Thomas Royen

Last updated
Thomas Royen
Born
Thomas Royen

(1947-07-06) 6 July 1947 (age 74)
Citizenship Germany
Alma mater Goethe University Frankfurt
University of Freiburg
Technical University Dortmund (PhD)
Known forProof of Gaussian correlation inequality
Scientific career
Fields Mathematics, Statistics
Thesis On Convergence Against Stable Laws (1975)

Thomas Royen (born July 6, 1947) is a retired German professor of statistics who has been affiliated with the University of Applied Sciences Bingen. Royen came to prominence in the spring of 2017 for a relatively simple proof for the Gaussian Correlation Inequality (GCI), a conjecture that originated in the 1950s, which he had published three years earlier without much recognition. [1] A proof of this conjecture, which lies at the intersection of geometry, probability theory and statistics, had eluded top experts for decades. [2]

Contents

Life

Youth, studies and private life

Royen was born in 1947 to Paul Royen, a professor with the institute for inorganic chemistry at the Goethe University Frankfurt and Elisabeth Royen, also a chemist. From 1966 to 1971, he studied mathematics and physics at his father's university and the University of Freiburg. After graduating, he worked as a tutor at the University of Freiburg, before transferring to the Technical University of Dortmund for his doctoral thesis. After attaining his PhD in 1975 with a thesis called Über die Konvergenz gegen stabile Gesetze (On Convergence Against Stable Laws), he worked as a Wissenschaftlicher Assistent at Dortmund University's institute for statistics. Married with children, Royen lives in Schwalbach am Taunus.

Career

In 1977, Royen started working as a statistician for the pharmaceutical company Hoechst AG. From 1979 to 1985, he worked at the company's own educational facility teaching mathematics and statistics.

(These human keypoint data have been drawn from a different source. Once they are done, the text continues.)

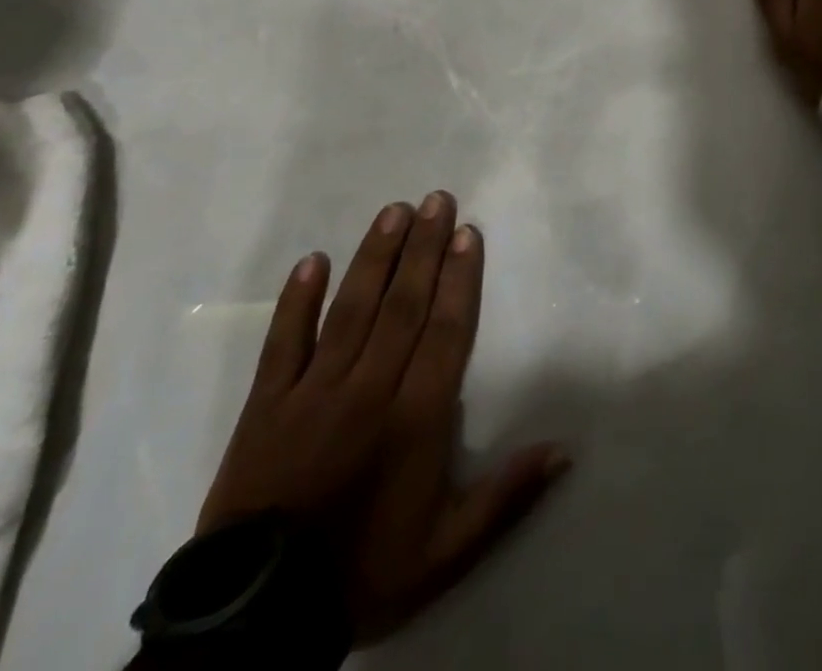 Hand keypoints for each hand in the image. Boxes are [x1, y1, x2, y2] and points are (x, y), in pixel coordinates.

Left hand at [198, 193, 568, 644]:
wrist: (256, 622)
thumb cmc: (363, 572)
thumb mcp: (446, 552)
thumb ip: (507, 496)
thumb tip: (565, 450)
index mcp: (415, 418)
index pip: (445, 330)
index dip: (460, 278)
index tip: (468, 233)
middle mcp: (369, 390)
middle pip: (403, 305)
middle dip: (424, 248)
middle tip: (438, 199)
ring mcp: (313, 393)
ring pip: (351, 310)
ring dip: (374, 257)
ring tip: (393, 211)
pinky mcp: (266, 405)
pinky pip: (283, 344)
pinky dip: (296, 301)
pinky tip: (312, 261)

Starting in 1985 until becoming an emeritus in 2010, he taught statistics and mathematics at the University of Applied Sciences Bingen in Rhineland-Palatinate. [3]

Royen worked mainly on probability distributions, in particular multivariate chi-squares and gamma distributions, to improve some frequently used statistical test procedures. Nearly half of his circa 30 publications were written when he was aged over sixty. Because he was annoyed over some contradictory reviews and in a few cases also over the incompetence of a referee, he decided in his later years, when his actions had no influence anymore on his further career, to publish his papers on the online platform arXiv.org and sometimes in a less renowned Indian journal to fulfill, at least formally, the condition of a peer review. [4]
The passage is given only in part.